Waking and throwing bile up means she has an empty tummy. 

Give her a bit of food before bed or a chew like a rabbits ear or bully stick and she will be fine.


----------



## lilyloo (Jun 20, 2012)

born36 said:


> Waking and throwing bile up means she has an empty tummy.
> 
> Give her a bit of food before bed or a chew like a rabbits ear or bully stick and she will be fine.

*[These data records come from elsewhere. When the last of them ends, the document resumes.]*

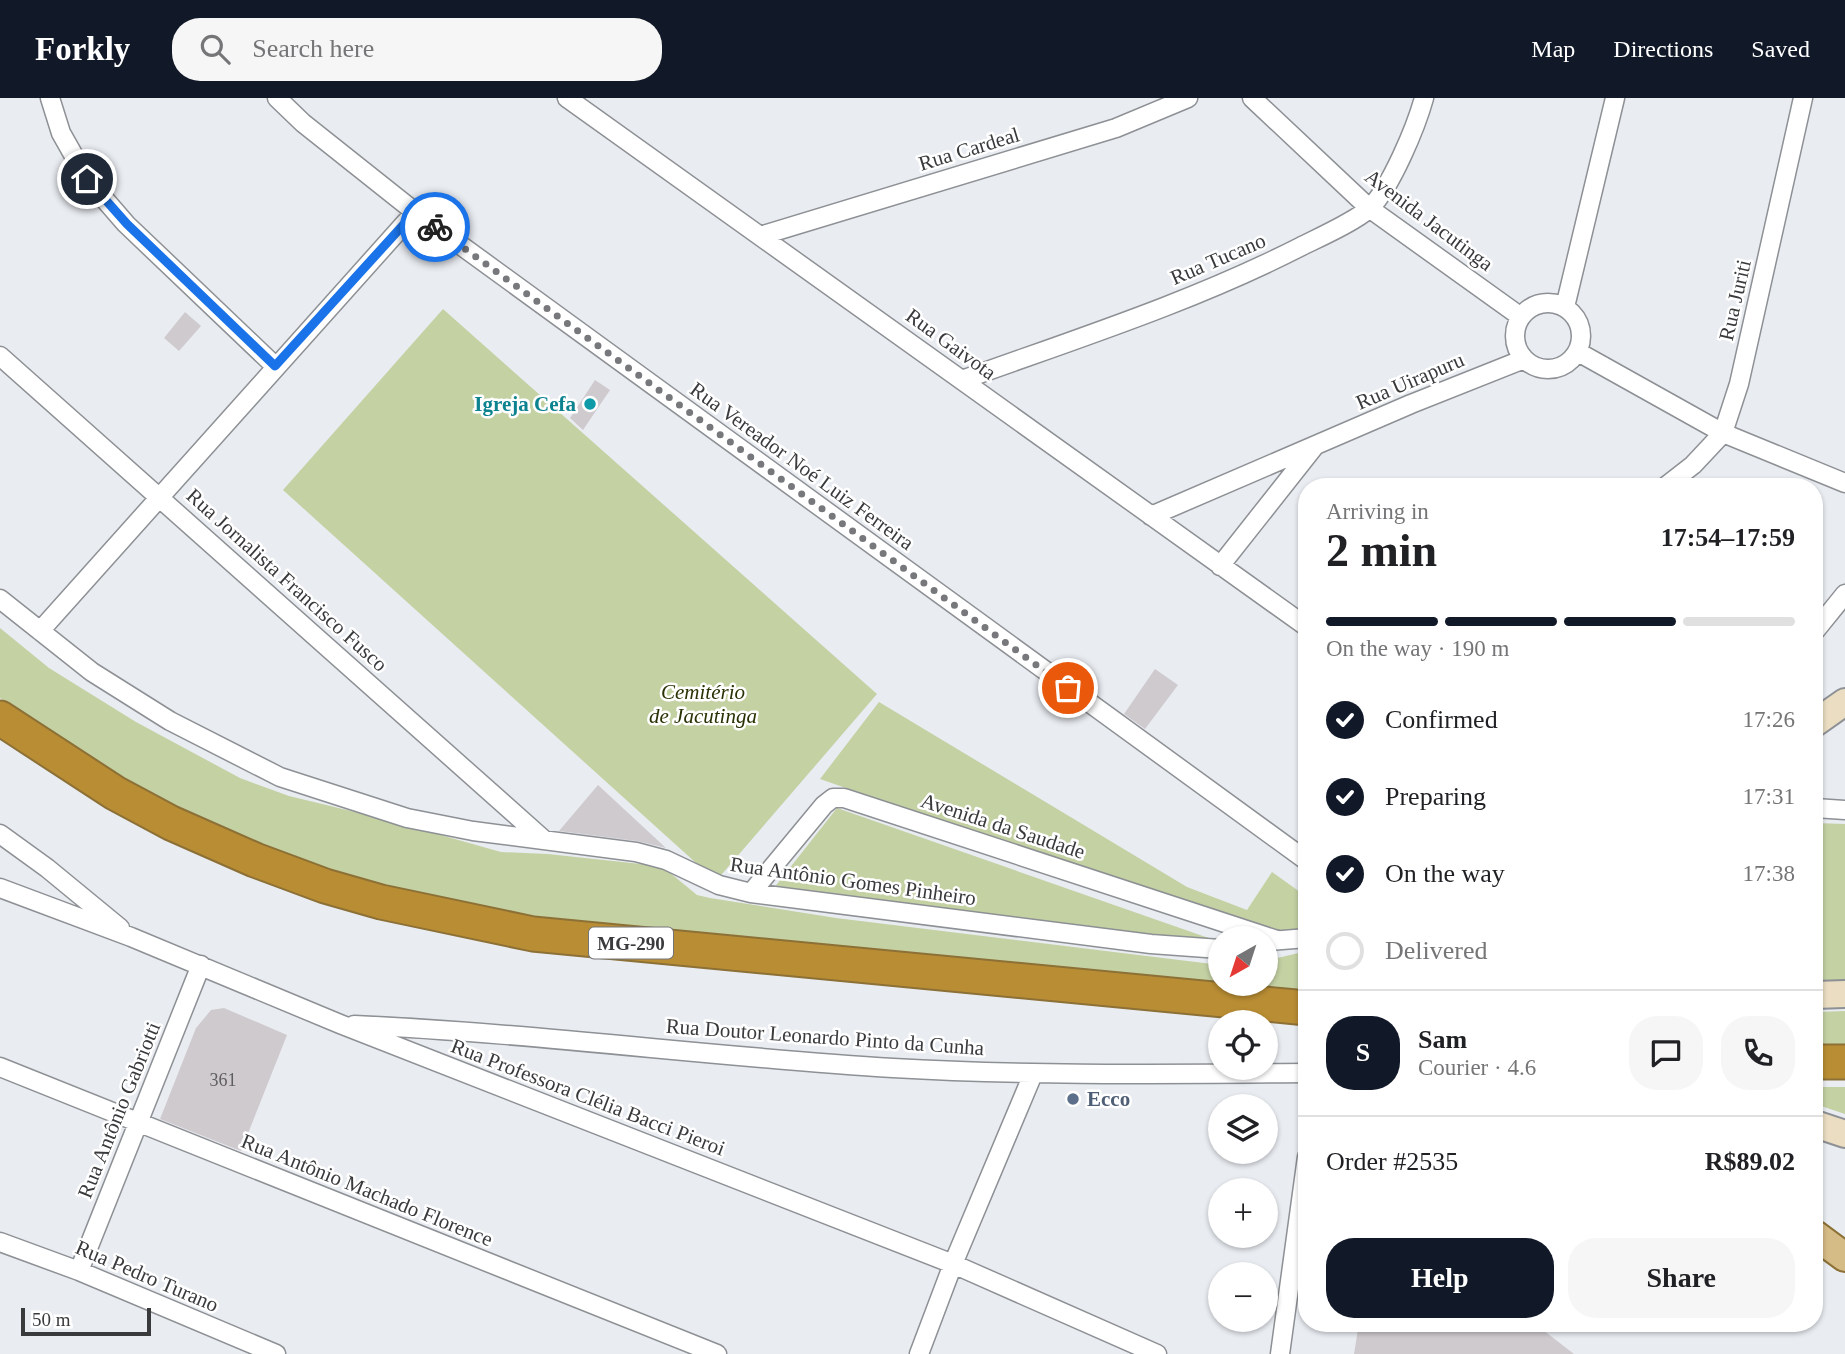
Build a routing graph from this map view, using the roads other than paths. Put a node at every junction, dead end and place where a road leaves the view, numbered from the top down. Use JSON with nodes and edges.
{"nodes":[{"id":1,"x":50,"y":98,"type":"edge"},
{"id":2,"x":277,"y":98,"type":"edge"},
{"id":3,"x":567,"y":98,"type":"edge"},
{"id":4,"x":1188,"y":98,"type":"edge"},
{"id":5,"x":1252,"y":98,"type":"edge"},
{"id":6,"x":1424,"y":98,"type":"edge"},
{"id":7,"x":1615,"y":98,"type":"edge"},
{"id":8,"x":1803,"y":98,"type":"edge"},
{"id":9,"x":1369,"y":208,"type":"junction"},
{"id":10,"x":415,"y":212,"type":"junction"},
{"id":11,"x":760,"y":236,"type":"junction"},
{"id":12,"x":1565,"y":307,"type":"junction"},
{"id":13,"x":1521,"y":317,"type":"junction"},
{"id":14,"x":1578,"y":352,"type":"junction"},
{"id":15,"x":0,"y":356,"type":"edge"},
{"id":16,"x":1524,"y":359,"type":"junction"},
{"id":17,"x":275,"y":366,"type":"junction"},
{"id":18,"x":962,"y":380,"type":"junction"},
{"id":19,"x":1723,"y":433,"type":"junction"},
{"id":20,"x":1314,"y":447,"type":"junction"},
{"id":21,"x":1676,"y":478,"type":"edge"},
{"id":22,"x":1845,"y":483,"type":"edge"},
{"id":23,"x":161,"y":497,"type":"junction"},
{"id":24,"x":1151,"y":516,"type":"junction"},
{"id":25,"x":1220,"y":566,"type":"junction"},
{"id":26,"x":1845,"y":594,"type":"edge"},
{"id":27,"x":0,"y":599,"type":"edge"},
{"id":28,"x":1298,"y":621,"type":"edge"},
{"id":29,"x":1823,"y":621,"type":"edge"},
{"id":30,"x":40,"y":631,"type":"junction"},
{"id":31,"x":1845,"y":702,"type":"edge"},
{"id":32,"x":1823,"y":717,"type":"edge"},
{"id":33,"x":0,"y":718,"type":"edge"},
{"id":34,"x":1823,"y":809,"type":"edge"},
{"id":35,"x":1845,"y":810,"type":"edge"},
{"id":36,"x":0,"y":835,"type":"edge"},
{"id":37,"x":543,"y":839,"type":"junction"},
{"id":38,"x":1298,"y":854,"type":"edge"},
{"id":39,"x":0,"y":888,"type":"edge"},
{"id":40,"x":751,"y":893,"type":"junction"},
{"id":41,"x":1227,"y":926,"type":"edge"},
{"id":42,"x":131,"y":937,"type":"junction"},
{"id":43,"x":1298,"y":939,"type":"edge"},
{"id":44,"x":1278,"y":940,"type":"edge"},
{"id":45,"x":1208,"y":948,"type":"edge"},
{"id":46,"x":201,"y":965,"type":"junction"},
{"id":47,"x":1845,"y":994,"type":"edge"},
{"id":48,"x":1823,"y":995,"type":"edge"},
{"id":49,"x":1298,"y":1007,"type":"edge"},
{"id":50,"x":340,"y":1024,"type":"junction"},
{"id":51,"x":1823,"y":1062,"type":"edge"},
{"id":52,"x":1845,"y":1062,"type":"edge"},
{"id":53,"x":0,"y":1067,"type":"edge"},
{"id":54,"x":1298,"y":1073,"type":"edge"},
{"id":55,"x":1033,"y":1074,"type":"junction"},
{"id":56,"x":1823,"y":1111,"type":"edge"},
{"id":57,"x":1845,"y":1117,"type":"edge"},
{"id":58,"x":137,"y":1122,"type":"junction"},
{"id":59,"x":1823,"y":1127,"type":"edge"},
{"id":60,"x":1845,"y":1134,"type":"edge"},
{"id":61,"x":1298,"y":1223,"type":"edge"},
{"id":62,"x":1823,"y":1241,"type":"edge"},
{"id":63,"x":0,"y":1242,"type":"edge"},
{"id":64,"x":1845,"y":1257,"type":"edge"},
{"id":65,"x":953,"y":1264,"type":"junction"},
{"id":66,"x":79,"y":1271,"type":"junction"},
{"id":67,"x":276,"y":1354,"type":"edge"},
{"id":68,"x":717,"y":1354,"type":"edge"},
{"id":69,"x":919,"y":1354,"type":"edge"},
{"id":70,"x":1157,"y":1354,"type":"edge"},
{"id":71,"x":1280,"y":1354,"type":"edge"}],
"edges":[{"from":1,"to":17,"type":"street"},
{"from":2,"to":10,"type":"street","name":"Rua Vereador Noé Luiz Ferreira"},
{"from":3,"to":11,"type":"street","name":"Rua Gaivota"},
{"from":4,"to":11,"type":"street","name":"Rua Cardeal"},
{"from":5,"to":9,"type":"street","name":"Avenida Jacutinga"},
{"from":6,"to":9,"type":"street","name":"Rua Tucano"},
{"from":7,"to":12,"type":"street"},
{"from":8,"to":19,"type":"street","name":"Rua Juriti"},
{"from":9,"to":13,"type":"street","name":"Avenida Jacutinga"},
{"from":9,"to":18,"type":"street","name":"Rua Tucano"},
{"from":10,"to":17,"type":"street"},
{"from":10,"to":38,"type":"street","name":"Rua Vereador Noé Luiz Ferreira"},
{"from":11,"to":18,"type":"street","name":"Rua Gaivota"},
{"from":12,"to":13,"type":"street"},
{"from":12,"to":14,"type":"street"},
{"from":13,"to":16,"type":"street"},
{"from":14,"to":16,"type":"street"},
{"from":14,"to":19,"type":"street"},
{"from":15,"to":23,"type":"street","name":"Rua Jornalista Francisco Fusco"},
{"from":16,"to":20,"type":"street","name":"Rua Uirapuru"},
{"from":17,"to":23,"type":"street"},
{"from":18,"to":24,"type":"street","name":"Rua Gaivota"},
{"from":19,"to":21,"type":"street","name":"Rua Juriti"},
{"from":19,"to":22,"type":"street"},
{"from":20,"to":24,"type":"street","name":"Rua Uirapuru"},
{"from":20,"to":25,"type":"street","name":"Rua Uirapuru"},
{"from":23,"to":30,"type":"street"},
{"from":23,"to":37,"type":"street","name":"Rua Jornalista Francisco Fusco"},
{"from":24,"to":25,"type":"street","name":"Rua Gaivota"},
{"from":25,"to":28,"type":"street","name":"Rua Gaivota"},
{"from":26,"to":29,"type":"street"},
{"from":27,"to":30,"type":"street","name":"Rua Antônio Gomes Pinheiro"},
{"from":30,"to":37,"type":"street","name":"Rua Antônio Gomes Pinheiro"},
{"from":31,"to":32,"type":"street"},
{"from":33,"to":49,"type":"highway","number":"MG-290"},
{"from":34,"to":35,"type":"street"},
{"from":36,"to":42,"type":"street"},
{"from":37,"to":40,"type":"street","name":"Rua Antônio Gomes Pinheiro"},
{"from":39,"to":42,"type":"street","name":"Rua Professora Clélia Bacci Pieroi"},
{"from":40,"to":41,"type":"street","name":"Avenida da Saudade"},
{"from":40,"to":45,"type":"street","name":"Rua Antônio Gomes Pinheiro"},
{"from":42,"to":46,"type":"street","name":"Rua Professora Clélia Bacci Pieroi"},
{"from":43,"to":44,"type":"street"},
{"from":46,"to":50,"type":"street","name":"Rua Professora Clélia Bacci Pieroi"},
{"from":46,"to":58,"type":"street","name":"Rua Antônio Gabriotti"},
{"from":47,"to":48,"type":"street"},
{"from":50,"to":55,"type":"street","name":"Rua Doutor Leonardo Pinto da Cunha"},
{"from":50,"to":65,"type":"street","name":"Rua Professora Clélia Bacci Pieroi"},
{"from":51,"to":52,"type":"highway"},
{"from":53,"to":58,"type":"street","name":"Rua Antônio Machado Florence"},
{"from":54,"to":55,"type":"street","name":"Rua Doutor Leonardo Pinto da Cunha"},
{"from":55,"to":65,"type":"street"},
{"from":56,"to":57,"type":"street"},
{"from":58,"to":66,"type":"street","name":"Rua Antônio Gabriotti"},
{"from":58,"to":68,"type":"street","name":"Rua Antônio Machado Florence"},
{"from":59,"to":60,"type":"street"},
{"from":61,"to":71,"type":"street"},
{"from":62,"to":64,"type":"main road"},
{"from":63,"to":66,"type":"street","name":"Rua Pedro Turano"},
{"from":65,"to":69,"type":"street"},
{"from":65,"to":70,"type":"street","name":"Rua Professora Clélia Bacci Pieroi"},
{"from":66,"to":67,"type":"street","name":"Rua Pedro Turano"}]}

I agree with this. Our girl throws up nearly every single morning if she doesn't get a nighttime snack. We just give her 1/4 cup of her kibble right before bed and it has worked wonders in greatly reducing her bile throw up episodes.


----------



## marathonman (Jan 15, 2013)

Our boy also has a problem with bile if it's been too long since eating. We feed him a before bed snack and then a snack first thing in the morning. Otherwise he throws up bile. After throwing up he won't eat for an hour or so. 
I've often wondered if it is related to the grain free kibble we feed our boy (TOTW). It may just pass through his system quicker. I'm not going to experiment (since it doesn't sound healthy. We'll stick with snacks), but I wonder if I fed kibble with more "fillers" or grain would sit longer and prevent this problem. Alternately, I wonder if he would have the same problems on a RAW diet.


----------



## hcrowder (Dec 26, 2013)

Marathonman: Penny is on a raw diet and she has only vomited bile twice. I am hoping that is over as she normally eats a big meal in the evening and then isn't hungry for an hour or so after she wakes up. 

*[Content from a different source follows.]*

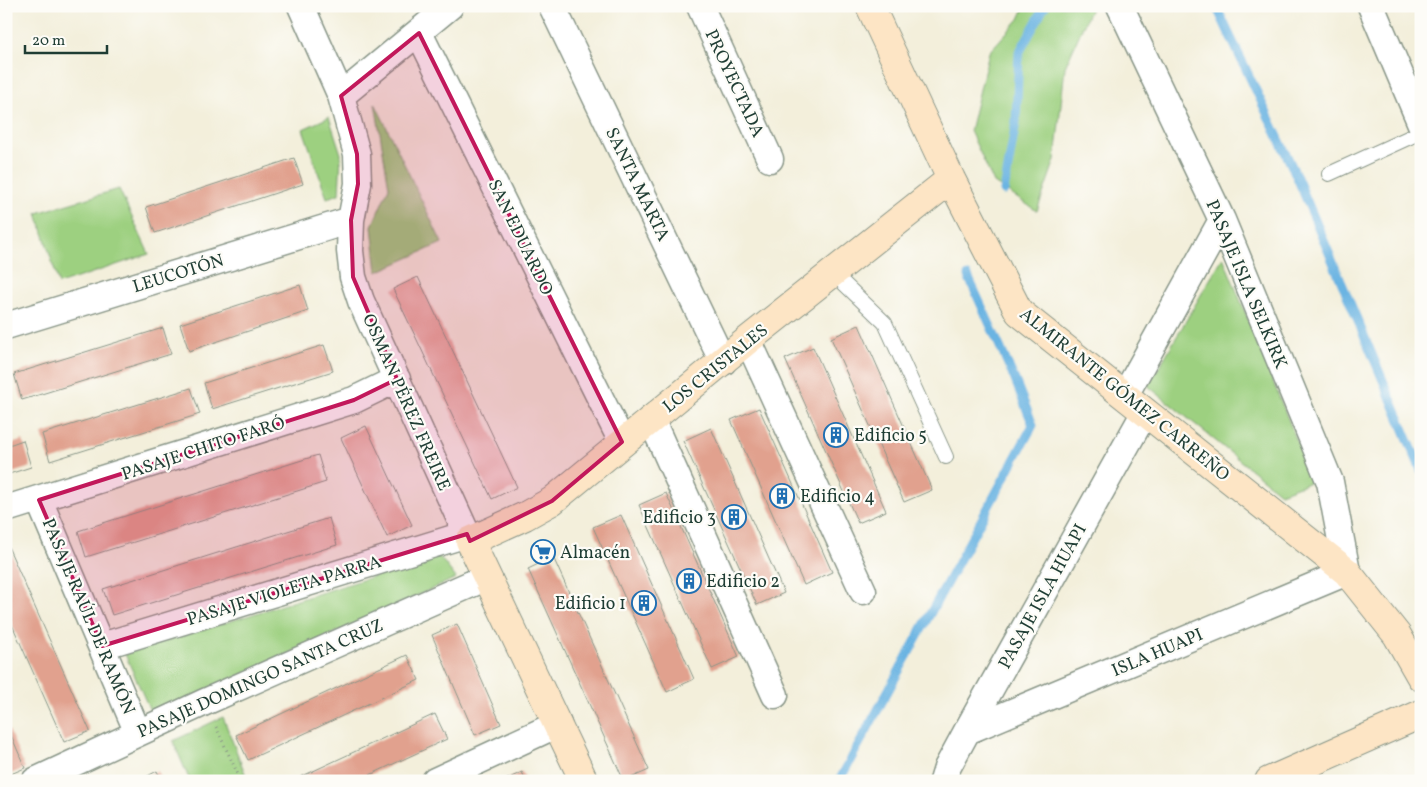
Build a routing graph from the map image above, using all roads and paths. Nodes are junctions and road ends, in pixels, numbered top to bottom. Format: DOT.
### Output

I had read that vomiting bile is fairly common in puppies so I am not as concerned about that as I am about the change in her sleep schedule and the whining when in the crate. She was so good after the first 3 nights and now she is constantly whining to get out of the crate. Do they go through phases when they are this young?


----------



## MeandMy3 (Feb 27, 2013)

I don't have any experience with the vomiting, but I do the kennel. When we brought our girl home, she would cry and cry in the kennel. I would wait until she was quiet and let her out - always worried that she had to go potty. She would go outside and do her business, come back in, and repeat. I really wish I would have had the patience to wait some of the crying out, as I did create a monster. Now at 14 months, she will sleep in her kennel all night without crying, if she must. My husband works out of town during the week and is only home on weekends. When he is home, she sleeps in her kennel. When I am home alone with her, if she is kenneled at night, she cries. Smart pup!


----------